WORK INSTRUCTION - Each line of the data that mentions the string "Calle" needs to be identified and copied.

DATA SECTION -
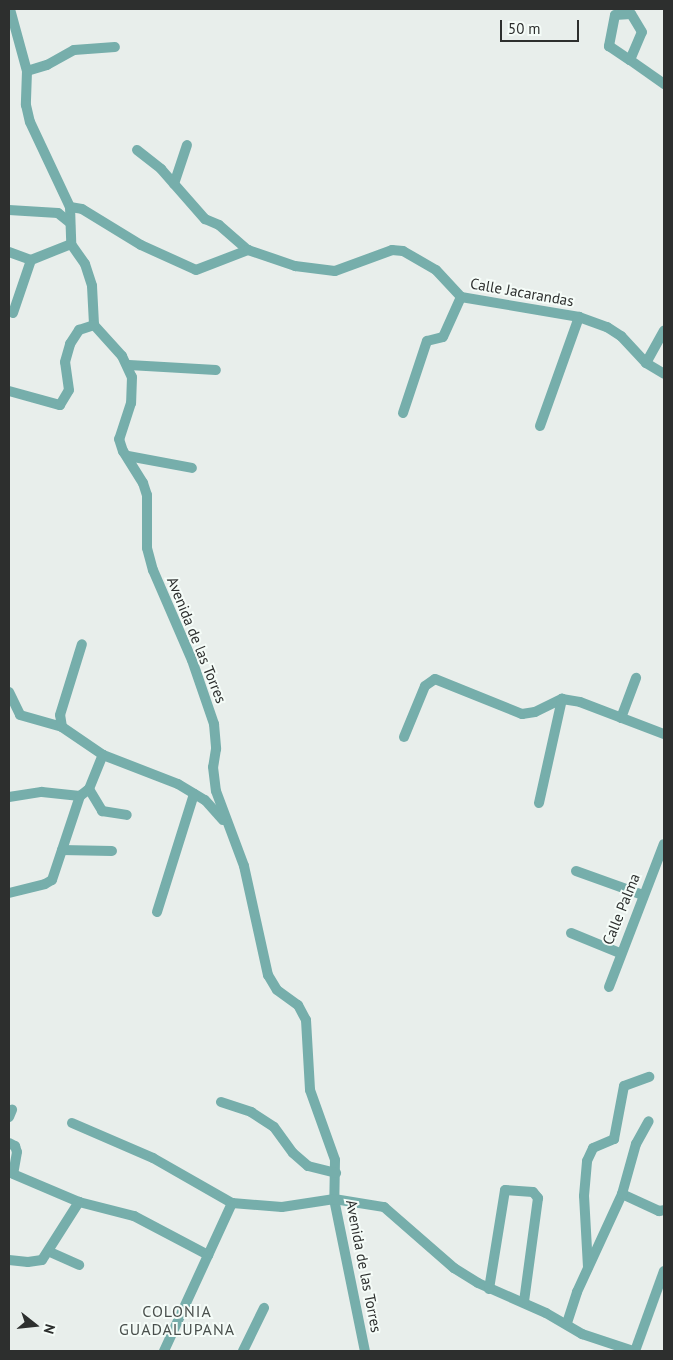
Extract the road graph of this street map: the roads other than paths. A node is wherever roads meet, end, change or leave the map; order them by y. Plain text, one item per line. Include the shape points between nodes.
1 (10, 9) edge
2 (115, 47) dead end
3 (630, 60) dead end
4 (27, 71) junction
5 (664, 84) edge
6 (187, 145) dead end
7 (137, 150) dead end
8 (174, 184) junction
9 (70, 207) junction
10 (9, 210) edge
11 (70, 222) junction
12 (71, 244) junction
13 (248, 250) junction
14 (9, 252) edge
15 (31, 260) junction
16 (461, 297) junction
17 (13, 313) dead end
18 (579, 317) junction
19 (94, 325) junction
20 (664, 331) edge
21 (646, 363) junction
22 (129, 365) junction
23 (216, 370) dead end
24 (664, 374) edge
25 (9, 391) edge
26 (403, 413) dead end
27 (540, 426) dead end
28 (128, 456) junction
29 (192, 468) dead end
30 (82, 644) dead end
31 (636, 678) dead end
32 (9, 692) edge
33 (562, 699) junction
34 (621, 718) junction
35 (62, 727) junction
36 (664, 734) edge
37 (404, 737) dead end
38 (103, 755) junction
39 (90, 789) junction
40 (194, 794) junction
41 (80, 796) junction
42 (9, 797) edge
43 (539, 802) dead end
44 (127, 815) dead end
45 (226, 821) junction
46 (664, 844) edge
47 (62, 850) junction
48 (112, 851) dead end
49 (576, 871) dead end
50 (9, 893) edge
51 (642, 895) junction
52 (157, 912) dead end
53 (572, 932) dead end
54 (620, 953) junction
55 (608, 987) dead end
56 (649, 1077) dead end
57 (221, 1102) dead end
58 (649, 1121) dead end
59 (72, 1123) dead end
60 (9, 1143) edge
61 (336, 1173) junction
62 (622, 1194) junction
63 (334, 1199) junction
64 (79, 1202) junction
65 (232, 1203) junction
66 (664, 1210) edge
67 (50, 1252) junction
68 (208, 1255) junction
69 (9, 1260) edge
70 (79, 1265) dead end
71 (588, 1267) junction
72 (664, 1271) edge
73 (489, 1289) junction
74 (524, 1302) junction
75 (264, 1308) dead end
76 (567, 1323) junction
77 (164, 1351) edge
78 (243, 1351) edge
79 (365, 1351) edge
80 (634, 1351) edge

1 - 4 street
2 - 4 street via 74,50 48,65
3 - 5 street
4 - 9 street via 26,105 30,122
6 - 8 street
7 - 8 street
8 - 13 street via 205,219 219,225
9 - 11 street
9 - 13 street via 82,209 104,225 196,270
10 - 11 street via 58,213
11 - 12 street
12 - 15 street
12 - 19 street via 85,264 92,286
13 - 16 street, Calle Jacarandas via 295,266 322,270 346,268 392,250 412,254 436,270
14 - 15 street
15 - 17 street
16 - 18 street, Calle Jacarandas
16 - 26 street via 446,334 427,341
18 - 21 street, Calle Jacarandas via 621,336
18 - 27 street
19 - 22 street
19 - 25 street via 79,330 70,344 65,362 69,390 60,404
20 - 21 street
21 - 24 street, Calle Jacarandas
22 - 23 street
22 - 28 street, Avenida de las Torres via 131,403 119,439
28 - 29 street
28 - 45 street, Avenida de las Torres via 138,470 147,495 148,548 153,570 192,660 214,724 213,776
30 - 35 street via 60,715
31 - 34 street
32 - 35 street via 20,715
33 - 34 street
33 - 37 street via 535,712 522,714 435,679 425,686
33 - 43 street
34 - 36 street
35 - 38 street
38 - 39 street
38 - 40 street via 178,784
39 - 41 street
39 - 44 street via 102,811
40 - 45 street via 206,800
40 - 52 street
41 - 42 street via 42,792
41 - 47 street
45 - 61 street, Avenida de las Torres via 246,873 268,975 277,990 298,1005 306,1020 310,1090 335,1160
46 - 51 street, Calle Palma
47 - 48 street
47 - 50 street via 52,880
49 - 51 street
51 - 54 street, Calle Palma
53 - 54 street
54 - 55 street, Calle Palma
56 - 71 street via 624,1086 614,1139 593,1148 587,1161 584,1196
57 - 61 street via 250,1112 274,1128 293,1153 308,1166
58 - 62 street via 636,1144
59 - 65 street via 153,1158
60 - 64 street via 17,1152 13,1174
61 - 63 street, Avenida de las Torres
62 - 66 street via 659,1211
62 - 71 street
63 - 65 street via 282,1207
63 - 73 street via 384,1207 454,1268
63 - 79 street, Avenida de las Torres
64 - 67 street
64 - 68 street via 134,1216
65 - 68 street
67 - 69 street via 42,1260
67 - 70 street
68 - 77 street
71 - 76 street
72 - 80 street
73 - 74 street
73 - 74 street via 505,1190 533,1192 538,1198
74 - 76 street
75 - 78 street
76 - 80 street via 582,1334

EXERCISE OUTPUT -
13 - 16 street, Calle Jacarandas via 295,266 322,270 346,268 392,250 412,254 436,270
16 - 18 street, Calle Jacarandas
18 - 21 street, Calle Jacarandas via 621,336
21 - 24 street, Calle Jacarandas
46 - 51 street, Calle Palma
51 - 54 street, Calle Palma
54 - 55 street, Calle Palma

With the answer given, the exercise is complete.